4,From: vzhivov@superior.carleton.ca (Vladimir Z...,subject truly brutal loss organization univers...


## (2) Le modèle Latent Dirichlet Allocation

❓ **Question (Formation)** ❓ Former un modèle LDA pour extraire des sujets potentiels

In [29]:
from sklearn.decomposition import LatentDirichletAllocation
from sklearn.feature_extraction.text import CountVectorizer

In [32]:
vectorizer = CountVectorizer()
data_vectorized = vectorizer.fit_transform(data['clean_text'])
print(len(vectorizer.get_feature_names_out()))

8633


In [31]:
lda_model = LatentDirichletAllocation(n_components=2)
lda_vectors = lda_model.fit_transform(data_vectorized)

## (3) Visualisez les sujets potentiels

🎁 Nous avons codé une fonction qui imprime les mots associés aux sujets potentiels.

In [33]:
def print_topics(model, vectorizer):
    for idx, topic in enumerate(model.components_):
        print("Topic %d:" % (idx))
        print([(vectorizer.get_feature_names_out()[i], topic[i])
                        for i in topic.argsort()[:-10 - 1:-1]])

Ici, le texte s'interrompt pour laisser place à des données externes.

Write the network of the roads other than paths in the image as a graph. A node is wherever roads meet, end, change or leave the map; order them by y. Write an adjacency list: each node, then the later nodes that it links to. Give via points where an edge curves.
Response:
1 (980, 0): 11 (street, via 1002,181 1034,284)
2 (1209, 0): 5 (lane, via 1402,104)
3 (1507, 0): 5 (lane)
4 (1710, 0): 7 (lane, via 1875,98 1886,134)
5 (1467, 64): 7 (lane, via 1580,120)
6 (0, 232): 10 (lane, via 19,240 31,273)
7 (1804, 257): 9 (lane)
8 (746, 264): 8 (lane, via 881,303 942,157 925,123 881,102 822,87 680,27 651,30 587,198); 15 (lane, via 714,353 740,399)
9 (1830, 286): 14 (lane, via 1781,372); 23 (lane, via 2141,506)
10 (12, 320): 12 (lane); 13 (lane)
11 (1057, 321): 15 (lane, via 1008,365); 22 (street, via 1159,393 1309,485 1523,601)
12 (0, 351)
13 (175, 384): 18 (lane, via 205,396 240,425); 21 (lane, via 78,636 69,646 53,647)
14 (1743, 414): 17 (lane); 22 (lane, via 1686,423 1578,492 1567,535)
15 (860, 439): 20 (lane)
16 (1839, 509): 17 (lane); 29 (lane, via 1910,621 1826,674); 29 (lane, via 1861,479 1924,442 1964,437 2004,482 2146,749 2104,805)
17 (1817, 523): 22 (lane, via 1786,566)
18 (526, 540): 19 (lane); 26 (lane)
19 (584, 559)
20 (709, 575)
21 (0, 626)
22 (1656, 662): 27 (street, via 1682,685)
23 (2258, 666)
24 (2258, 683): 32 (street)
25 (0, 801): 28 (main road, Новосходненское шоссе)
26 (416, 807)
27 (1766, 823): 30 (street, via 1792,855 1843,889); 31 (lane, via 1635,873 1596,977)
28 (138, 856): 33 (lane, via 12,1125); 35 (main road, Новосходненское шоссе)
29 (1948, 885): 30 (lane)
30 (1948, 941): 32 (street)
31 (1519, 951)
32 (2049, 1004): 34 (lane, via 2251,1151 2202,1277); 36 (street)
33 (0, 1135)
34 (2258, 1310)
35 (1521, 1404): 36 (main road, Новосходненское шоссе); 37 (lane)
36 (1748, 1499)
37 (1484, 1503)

❓ **Question** ❓ Imprimez les sujets extraits par votre LDA.

In [34]:
print_topics(lda_model, vectorizer)

Topic 0:
[('subject', np.float64(904.4785623713537)), ('organization', np.float64(867.6523054183273)), ('would', np.float64(803.6444175965696)), ('team', np.float64(707.3510246772323)), ('one', np.float64(660.4742470345385)), ('hockey', np.float64(645.887727209439)), ('game', np.float64(609.4471107294997)), ('university', np.float64(583.6631873426428)), ('go', np.float64(542.1215385175577)), ('time', np.float64(494.5756622103872))]
Topic 1:
[('god', np.float64(1032.7719663146595)), ('one', np.float64(494.525752965431)), ('people', np.float64(470.7510884711307)), ('church', np.float64(430.2773410963121)), ('would', np.float64(405.3555824033983)), ('subject', np.float64(397.5214376286154)), ('believe', np.float64(337.19035828683656)), ('organization', np.float64(298.3476945816413)), ('think', np.float64(284.7403939293783)), ('truth', np.float64(282.78962399003854))]

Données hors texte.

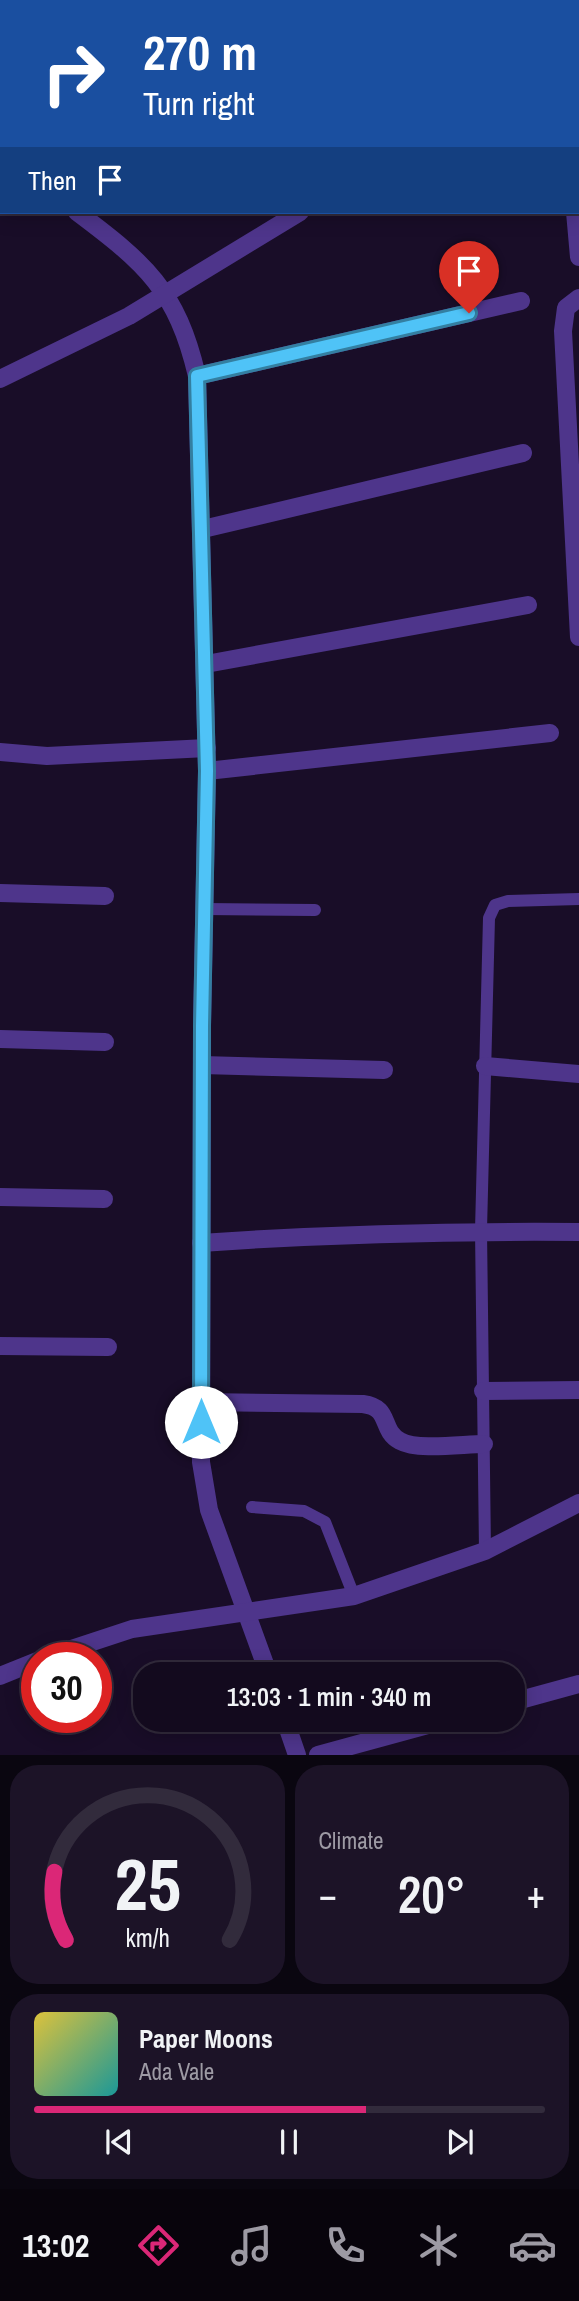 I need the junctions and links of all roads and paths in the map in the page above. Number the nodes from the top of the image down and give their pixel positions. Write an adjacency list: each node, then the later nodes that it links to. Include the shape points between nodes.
1 (80, 214): 5 (street, via 124,247)
2 (297, 214): 5 (street)
3 (575, 214): 4 (street)
4 (579, 257)
5 (167, 295): 8 (street, via 188,339); 9 (street)
6 (579, 298): 10 (street, via 566,308 563,318)
7 (521, 301): 8 (street)
8 (197, 376): 12 (street)
9 (0, 379)
10 (574, 445): 13 (street)
11 (523, 453): 12 (street)
12 (202, 528): 16 (street)
13 (578, 599): 15 (street)
14 (528, 605): 16 (street)
15 (579, 637)
16 (206, 664): 18 (street)
17 (550, 733): 20 (street)
18 (207, 748): 19 (street, via 47,755); 20 (street)
19 (0, 752)
20 (207, 771): 24 (street)
21 (0, 893): 22 (street)
22 (105, 896)
23 (579, 899): 29 (lane, via 495,905 489,918)
24 (204, 909): 25 (lane); 28 (street)
25 (315, 910)
26 (0, 1039): 27 (street)
27 (104, 1042)
28 (202, 1065): 30 (street); 36 (street)
29 (485, 1066): 31 (street); 34 (lane)
30 (384, 1070)
31 (579, 1074)
32 (0, 1197): 33 (street)
33 (104, 1199)
34 (481, 1230): 35 (street); 36 (street); 40 (lane)
35 (579, 1232)
36 (201, 1243): 41 (street)
37 (0, 1346): 38 (street)
38 (108, 1347)
39 (579, 1390): 40 (street)
40 (483, 1391): 42 (lane)
41 (201, 1402): 42 (street, via 363,1404 383,1413 389,1433 402,1443); 47 (street, via 201,1462 209,1510)
42 (484, 1444): 45 (lane)
43 (579, 1503): 45 (street)
44 (252, 1507): 46 (lane, via 304,1511 325,1522)
45 (485, 1551): 46 (street)
46 (354, 1596): 47 (street)
47 (247, 1612): 48 (street, via 131,1629); 49 (street)
48 (92, 1642)
49 (264, 1662)
50 (21, 1667): 51 (street)
51 (0, 1676)
52 (579, 1684): 53 (street)
53 (525, 1699)
54 (289, 1732): 56 (street)
55 (402, 1732): 57 (street)
56 (297, 1755)
57 (318, 1755)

## (4) Prédire le mélange document-sujet d'un nouveau texte

❓ **Question (Prédiction)** ❓

Maintenant que votre modèle LDA est ajusté, vous pouvez l'utiliser pour prédire les sujets d'un nouveau texte.

1. Vectorisez l'exemple
2. Utilisez le LDA sur l'exemple vectorisé pour prédire les sujets

In [35]:
example = ["My team performed poorly last season. Their best player was out injured and only played one game"]

In [36]:
example_vectorized = vectorizer.transform(example)

lda_vectors = lda_model.transform(example_vectorized)

print("topic 0 :", lda_vectors[0][0])
print("topic 1 :", lda_vectors[0][1])

topic 0 : 0.9466866219946585
topic 1 : 0.05331337800534153


🏁 Félicitations ! Vous savez mettre en œuvre une LDA rapidement.